ACTIVITY
In the copy, include every record below exactly as it appears, but no pictures.

Data items
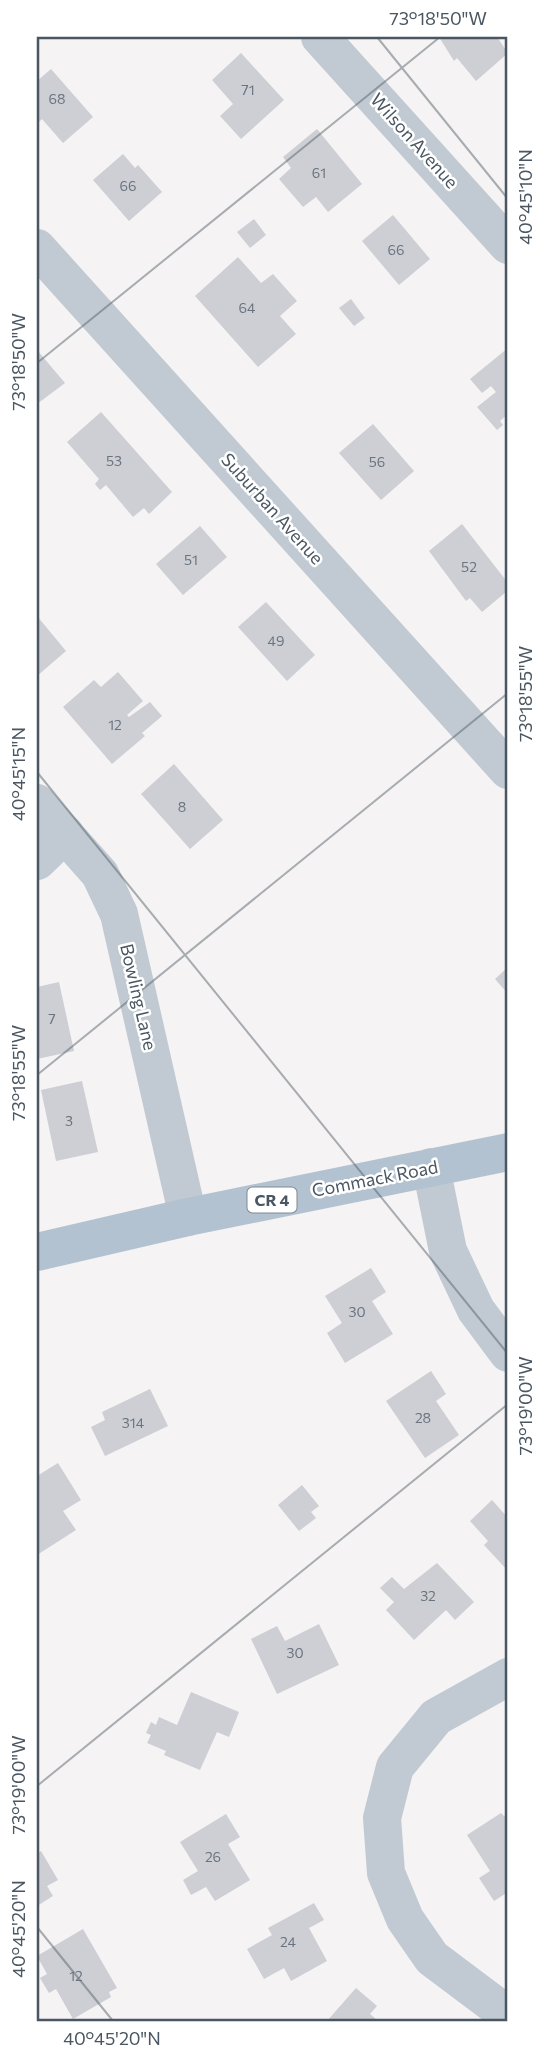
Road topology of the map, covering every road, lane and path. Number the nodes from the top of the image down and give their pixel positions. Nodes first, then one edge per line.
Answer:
1 (320, 37) edge
2 (508, 245) edge
3 (37, 248) edge
4 (508, 769) edge
5 (37, 803) edge
6 (65, 834) junction
7 (37, 860) edge
8 (508, 1152) edge
9 (431, 1167) junction
10 (188, 1217) junction
11 (37, 1252) edge
12 (508, 1353) edge
13 (508, 1677) edge
14 (508, 2015) edge

1 - 2 street, Wilson Avenue
3 - 4 street, Suburban Avenue
5 - 6 street, Bowling Lane
6 - 7 street
6 - 10 street, Bowling Lane
8 - 9 main road, Commack Road / CR 4
9 - 10 main road, Commack Road / CR 4
9 - 12 street
10 - 11 main road, Commack Road / CR 4
13 - 14 street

EXERCISE ANSWER
Road topology of the map, covering every road, lane and path. Number the nodes from the top of the image down and give their pixel positions. Nodes first, then one edge per line.
Answer:
1 (320, 37) edge
2 (508, 245) edge
3 (37, 248) edge
4 (508, 769) edge
5 (37, 803) edge
6 (65, 834) junction
7 (37, 860) edge
8 (508, 1152) edge
9 (431, 1167) junction
10 (188, 1217) junction
11 (37, 1252) edge
12 (508, 1353) edge
13 (508, 1677) edge
14 (508, 2015) edge

1 - 2 street, Wilson Avenue
3 - 4 street, Suburban Avenue
5 - 6 street, Bowling Lane
6 - 7 street
6 - 10 street, Bowling Lane
8 - 9 main road, Commack Road / CR 4
9 - 10 main road, Commack Road / CR 4
9 - 12 street
10 - 11 main road, Commack Road / CR 4
13 - 14 street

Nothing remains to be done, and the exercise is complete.